Certains individus ne produisent pas l'enzyme tréhalase normalement présente dans les intestins et les reins chez l'homme, ou son activité peut être inhibée. Dans ces cas, une malabsorption peut produire des symptômes comparables à ceux produits par l'absorption de lactose chez les intolérants au lactose, ou aux alcools de sucre chez la plupart des individus. Le détenteur du brevet estime qu'il y a moins de personnes déficientes en tréhalase que de personnes déficientes en lactase.

L'ajout apparemment anodin de tréhalose comme additif alimentaire à divers aliments a favorisé la virulence épidémique de souches épidémiques spécifiques de Clostridium difficile apparues en Amérique du nord (États-Unis puis Canada) et dans plusieurs pays européens depuis 2001[16] (453000 cas d'infections aux États-Unis, dont 29000 décès dans les 30 jours après le diagnostic)[17],[18]. La mortalité constatée dans plusieurs centres hospitaliers américains semble être comprise entre 4.2 à 6.9%[19] et la surveillance instaurée au Québec indique même des pourcentages de 12 % en 2018-2019[20], voir beaucoup plus pour les patients âgés dans une étude au CHU de Nice[21]. Presque toutes ces souches hautement pathogènes (RT027 et RT078 notamment) viennent d'une même lignée de C. difficile [ribotype 027 (RT0272)] qui a gagné une grande partie du monde[22] et certaines sont capables d'utiliser de faibles doses de tréhalose comme source unique de carbone pour leur métabolisme[23]. Les chercheurs en font donc un facteur clé dans le franchissement d'un seuil épidémique pour ces bactéries, connues depuis les années 80[24].
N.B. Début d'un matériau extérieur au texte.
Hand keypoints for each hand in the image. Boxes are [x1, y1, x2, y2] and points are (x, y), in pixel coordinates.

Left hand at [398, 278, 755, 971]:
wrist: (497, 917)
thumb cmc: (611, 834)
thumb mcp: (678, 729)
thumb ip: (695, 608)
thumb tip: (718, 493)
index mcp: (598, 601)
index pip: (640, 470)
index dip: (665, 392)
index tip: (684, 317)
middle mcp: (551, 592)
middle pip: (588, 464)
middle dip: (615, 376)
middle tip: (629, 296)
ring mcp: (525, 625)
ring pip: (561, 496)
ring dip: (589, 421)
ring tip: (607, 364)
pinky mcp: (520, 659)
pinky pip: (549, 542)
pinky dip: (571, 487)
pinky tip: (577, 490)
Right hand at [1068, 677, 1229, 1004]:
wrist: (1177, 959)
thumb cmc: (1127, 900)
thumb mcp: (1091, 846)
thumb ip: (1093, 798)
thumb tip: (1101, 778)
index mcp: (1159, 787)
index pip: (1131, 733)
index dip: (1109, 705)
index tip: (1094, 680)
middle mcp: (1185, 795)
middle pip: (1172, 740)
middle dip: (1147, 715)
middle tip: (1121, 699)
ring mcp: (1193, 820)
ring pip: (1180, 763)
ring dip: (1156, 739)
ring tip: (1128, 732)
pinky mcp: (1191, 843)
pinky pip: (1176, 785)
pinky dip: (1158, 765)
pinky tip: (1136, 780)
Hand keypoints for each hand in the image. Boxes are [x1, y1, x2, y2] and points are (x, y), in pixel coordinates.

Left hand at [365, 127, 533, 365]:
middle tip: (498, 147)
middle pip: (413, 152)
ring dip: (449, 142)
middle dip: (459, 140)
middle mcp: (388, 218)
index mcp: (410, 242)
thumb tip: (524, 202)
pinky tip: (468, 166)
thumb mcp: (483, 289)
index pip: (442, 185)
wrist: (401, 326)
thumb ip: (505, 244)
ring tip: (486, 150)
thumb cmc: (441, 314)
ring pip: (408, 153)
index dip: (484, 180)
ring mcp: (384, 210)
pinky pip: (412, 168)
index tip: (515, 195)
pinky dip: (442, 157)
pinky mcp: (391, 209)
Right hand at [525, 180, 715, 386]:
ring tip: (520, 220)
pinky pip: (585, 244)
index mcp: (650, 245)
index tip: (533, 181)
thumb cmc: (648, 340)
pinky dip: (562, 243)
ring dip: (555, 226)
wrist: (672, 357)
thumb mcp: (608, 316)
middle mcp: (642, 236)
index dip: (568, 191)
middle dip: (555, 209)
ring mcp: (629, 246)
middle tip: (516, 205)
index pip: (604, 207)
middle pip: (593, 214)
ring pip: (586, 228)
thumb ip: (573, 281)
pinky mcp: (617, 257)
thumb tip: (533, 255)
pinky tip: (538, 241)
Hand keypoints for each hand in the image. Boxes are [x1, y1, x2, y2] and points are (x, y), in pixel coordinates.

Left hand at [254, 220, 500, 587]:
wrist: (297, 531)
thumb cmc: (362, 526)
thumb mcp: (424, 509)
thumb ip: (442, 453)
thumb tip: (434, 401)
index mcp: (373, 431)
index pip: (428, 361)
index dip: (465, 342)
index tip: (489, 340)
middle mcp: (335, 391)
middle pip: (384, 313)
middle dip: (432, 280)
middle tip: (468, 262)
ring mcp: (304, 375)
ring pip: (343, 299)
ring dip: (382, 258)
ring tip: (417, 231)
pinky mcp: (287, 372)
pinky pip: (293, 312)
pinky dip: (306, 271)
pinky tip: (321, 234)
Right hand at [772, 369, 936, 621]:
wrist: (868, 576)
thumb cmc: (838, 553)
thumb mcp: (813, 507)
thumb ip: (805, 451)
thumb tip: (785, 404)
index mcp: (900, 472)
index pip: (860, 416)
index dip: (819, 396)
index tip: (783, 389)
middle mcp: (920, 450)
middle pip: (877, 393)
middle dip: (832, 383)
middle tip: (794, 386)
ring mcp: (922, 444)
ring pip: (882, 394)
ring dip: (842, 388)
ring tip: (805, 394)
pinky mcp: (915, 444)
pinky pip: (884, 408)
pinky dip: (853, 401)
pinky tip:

Il a été montré en 2018 que le Tréhalose sanguin pouvait limiter le développement du diabète de type 2 chez la souris via l'activation d'un gène augmentent la sensibilité de l'insuline (comme le ferait les thiazolidinediones)[25]. Cependant, dans les faits, il serait potentiellement dégradé en glucose avant de parvenir au foie.

Métrologie[modifier | modifier le code]

Il est nécessaire de pouvoir doser ce « nouveau » sucre dans l'alimentation en raison de l'existence de personnes intolérantes à ce produit.

Les trois premières méthodes de dosage (dans l'organisme ou dans un aliment ou une boisson) étaient lourdes et coûteuses, parfois peu sélectives, et impropres aux analyses à haut-débit d’échantillons de petits volumes.

Une méthode brevetée en 2006[26] utilise un OGM (une bactérie Pseudomonas fluorescens génétiquement modifiée) comme biosenseur. Un gène de cette bactérie est activé par le contact avec ce sucre, et active un autre gène qui synthétise une enzyme capable de transformer un substrat en un produit détectable par colorimétrie ou chimiluminescence. Un spectrophotomètre ou un luminomètre, ou l'œil mesure alors une intensité de couleur ou lumière qui correspond à la dose dans l’échantillon. Cette méthode permet de détecter des doses faibles de tréhalose (jusqu’à 10−4 M) et ne nécessite que de très petit volume (10 µl suffisent).

Notes et références[modifier | modifier le code]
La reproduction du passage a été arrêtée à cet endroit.